A committee of 5 men and 3 women is to be formed out of 7 men and 6 women. If two particular women are not to be together in the committee, the number of committees formed is,
A. 420
B. 5040
C. 336
D. 216

Answer 1

Hint:We will be using the concepts of permutation and combination to solve the problem. We will be forming different cases corresponding to the condition given in the question and sum them up to find the answer.
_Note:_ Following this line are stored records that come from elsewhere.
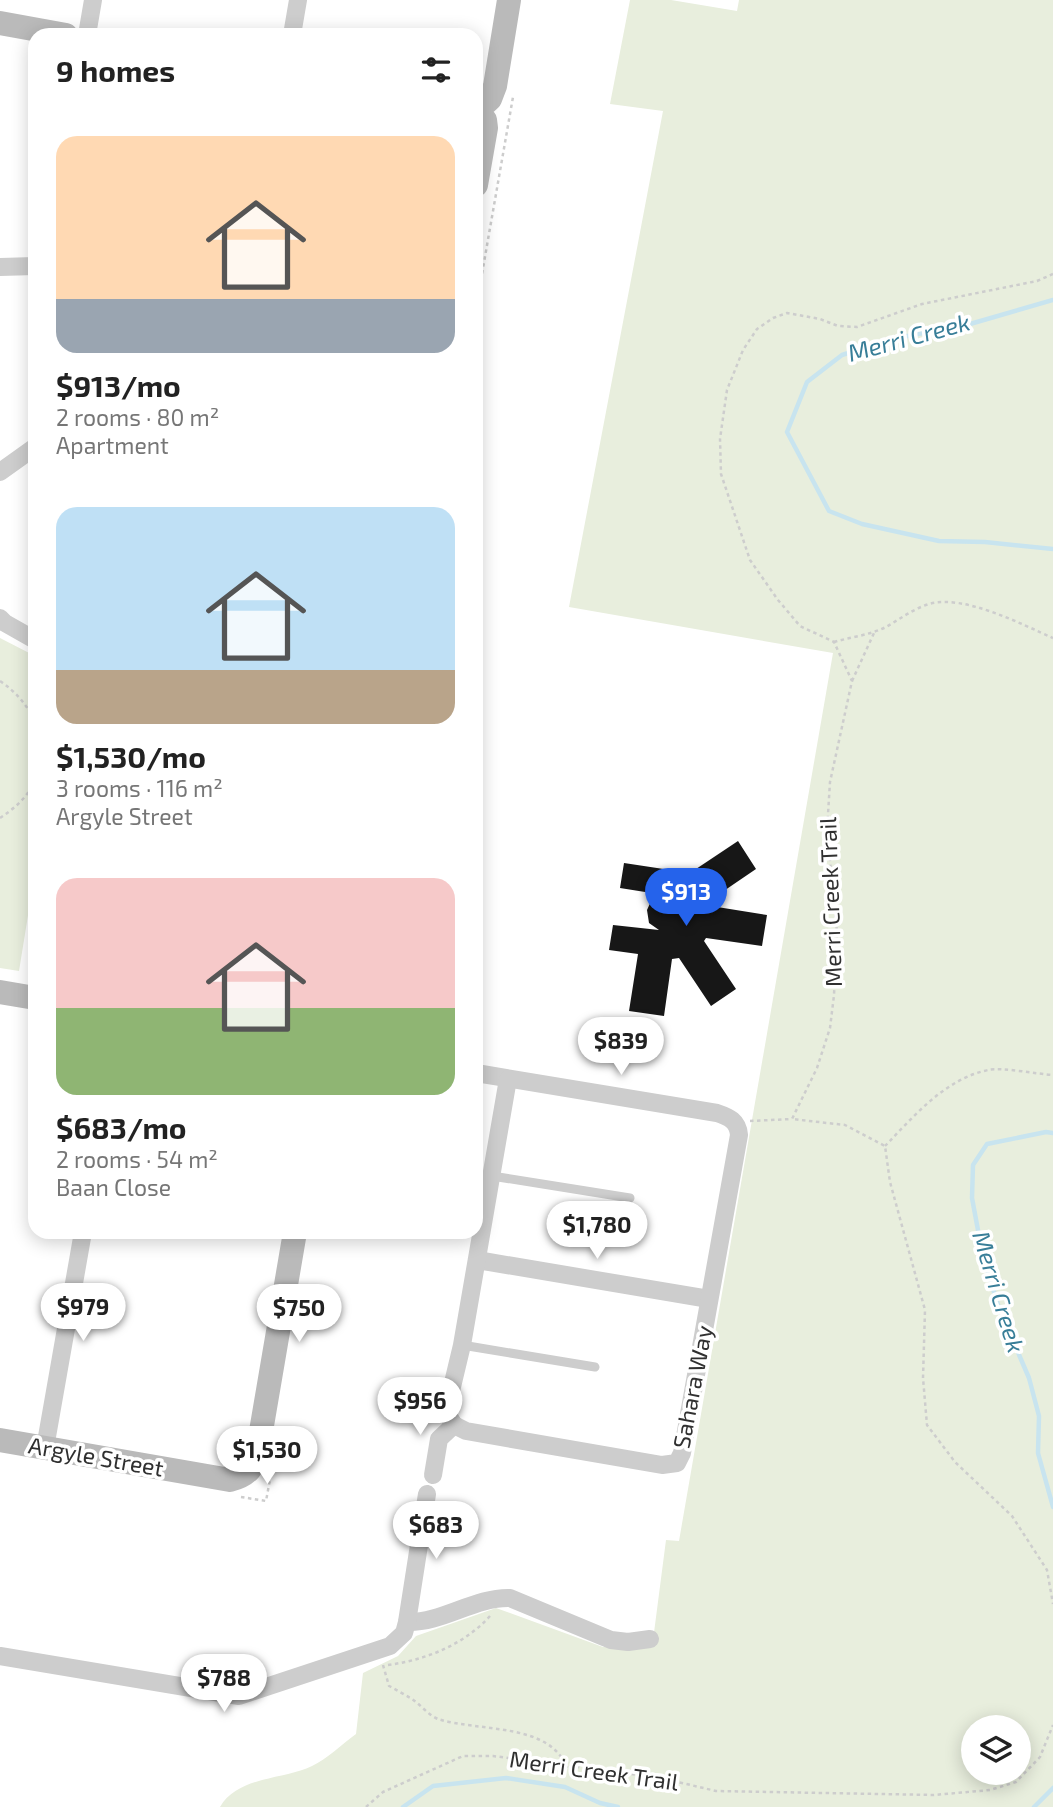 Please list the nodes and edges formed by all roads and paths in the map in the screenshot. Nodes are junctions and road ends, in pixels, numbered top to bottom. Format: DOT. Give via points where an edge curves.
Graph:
graph roads {
  1 [pos="93,0"];
  2 [pos="298,0"];
  3 [pos="509,0"];
  4 [pos="0,23"];
  5 [pos="28,28"];
  6 [pos="88,28"];
  7 [pos="293,28"];
  8 [pos="513,94"];
  9 [pos="483,105"];
  10 [pos="483,118"];
  11 [pos="483,145"];
  12 [pos="28,266"];
  13 [pos="0,267"];
  14 [pos="483,268"];
  15 [pos="1053,274"];
  16 [pos="28,452"];
  17 [pos="0,472"];
  18 [pos="0,618"];
  19 [pos="874,632"];
  20 [pos="28,636"];
  21 [pos="1053,638"];
  22 [pos="834,642"];
  23 [pos="0,681"];
  24 [pos="852,681"];
  25 [pos="28,708"];
  26 [pos="28,793"];
  27 [pos="0,818"];
  28 [pos="0,992"];
  29 [pos="28,997"];
  30 [pos="483,1074"];
  31 [pos="1053,1075"];
  32 [pos="508,1079"];
  33 [pos="792,1119"];
  34 [pos="739,1128"];
  35 [pos="885,1146"];
  36 [pos="492,1176"];
  37 [pos="630,1198"];
  38 [pos="483,1227"];
  39 [pos="82,1239"];
  40 [pos="294,1239"];
  41 [pos="481,1239"];
  42 [pos="477,1261"];
  43 [pos="709,1299"];
  44 [pos="462,1345"];
  45 [pos="596,1367"];
  46 [pos="454,1425"];
  47 [pos="0,1440"];
  48 [pos="45,1448"];
  49 [pos="271,1474"];
  50 [pos="433,1475"];
  51 [pos="427,1494"];
  52 [pos="239,1497"];
  53 [pos="1053,1604"];
  54 [pos="407,1622"];
  55 [pos="650,1639"];
  56 [pos="0,1656"];
  57 [pos="383,1665"];
  58 [pos="1053,1724"];
  59 [pos="567,1768"];
  60 [pos="366,1807"];
  1 -- 6 [label="street"];
  2 -- 7 [label="street"];
  3 -- 9 [label="street" via="495,86"];
  4 -- 5 [label="street"];
  8 -- 14 [label="path"];
  10 -- 11 [label="street"];
  12 -- 13 [label="street"];
  15 -- 22 [label="path" via="922,304 857,327 787,313 757,329 743,350 727,390 721,474 750,560 800,626"];
  16 -- 17 [label="street"];
  18 -- 20 [label="street"];
  19 -- 21 [label="path" via="931,604 948,603 965,604"];
  19 -- 22 [label="path"];
  19 -- 24 [label="path, Merri Creek Trail"];
  22 -- 24 [label="path"];
  23 -- 25 [label="path"];
  24 -- 33 [label="path, Merri Creek Trail" via="829,794 827,830 837,932 830,1028"];
  26 -- 27 [label="path"];
  28 -- 29 [label="street"];
  30 -- 32 [label="street"];
  31 -- 35 [label="path" via="990,1069 968,1078 917,1111"];
  32 -- 34 [label="street" via="717,1113"];
  32 -- 36 [label="street"];
  33 -- 34 [label="path" via="747,1122"];
  33 -- 35 [label="path" via="845,1125"];
  34 -- 43 [label="street, Sahara Way"];
  35 -- 53 [label="path" via="890,1182 925,1310 927,1425 955,1462 1012,1516 1047,1570"];
  36 -- 37 [label="lane"];
  36 -- 38 [label="street"];
  39 -- 48 [label="street"];
  40 -- 48 [label="street, Argyle Street" via="258,1449 249,1472 230,1480"];
  41 -- 42 [label="street"];
  42 -- 43 [label="street"];
  42 -- 44 [label="street"];
  43 -- 46 [label="street, Sahara Way" via="677,1463 662,1465 466,1431"];
  44 -- 45 [label="lane"];
  44 -- 46 [label="street" via="446,1412"];
  46 -- 50 [label="street" via="439,1439"];
  47 -- 48 [label="street, Argyle Street"];
  49 -- 52 [label="path" via="266,1501"];
  51 -- 54 [label="street"];
  54 -- 55 [label="street" via="432,1620 510,1598 611,1640"];
  54 -- 56 [label="street" via="404,1633 390,1646 239,1696"];
  57 -- 59 [label="path" via="389,1686 435,1718 540,1738 555,1749"];
  58 -- 59 [label="path, Merri Creek Trail" via="1040,1757 1016,1782 990,1790 934,1795 716,1791 661,1778"];
  59 -- 60 [label="path, Merri Creek Trail" via="463,1756 383,1792"];
}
Complete step-by-step answer:
Now, we have been given 7 men and 6 women. We have to form a committee of 5 men and 3 women from this also it has been given that two particular women are not together. Now, we take the first case in which we take the combination of 5 men from 7 men and 3 women from 4 women excluding both the women which should not be together. So, we have,
Number of committees formed \[={}^{7}{{C}_{5}}\times {}^{4}{{C}_{3}}\]
Now, in the second case we again will take a combination of men from 7 men but for women we take 1 of the women which can’t be together and 2 from the remaining 4 women.
Number of committees formed \[={}^{7}{{C}_{5}}\times {}^{2}{{C}_{1}}\times {}^{4}{{C}_{2}}\]
So, the total possible number of committee formed \[={}^{7}{{C}_{5}}\times {}^{4}{{C}_{3}}+{}^{7}{{C}_{5}}\times {}^{2}{{C}_{1}}\times {}^{4}{{C}_{2}}\]
Now, we know that \[{}^{n}{{C}_{r}}=\dfrac{n!}{\left( n-r \right)!\times r!}\].
So, we have,
$\begin{align}
  & =\dfrac{7!}{5!\times 2!}\times \dfrac{4!}{3!\times 1!}+\dfrac{7!}{5!\times 2!}\times \dfrac{2\times 4!}{2!\times 2!} \\
 & =\dfrac{6\times 7}{2}\times 4+\dfrac{6\times 7}{2}\times 2\times 6 \\
 & =21\times 4+21\times 2\times 6 \\
 & =84+42\times 6 \\
 & =84+252 \\
 & =336 \\
\end{align}$
So, we have the number of committees formed is 336.
Hence, the correct option is (C).

Note: To solve these type of questions it is important to note how we break the question into cases and find the answer by solving for different cases and then adding the answer of different cases to get the final answer.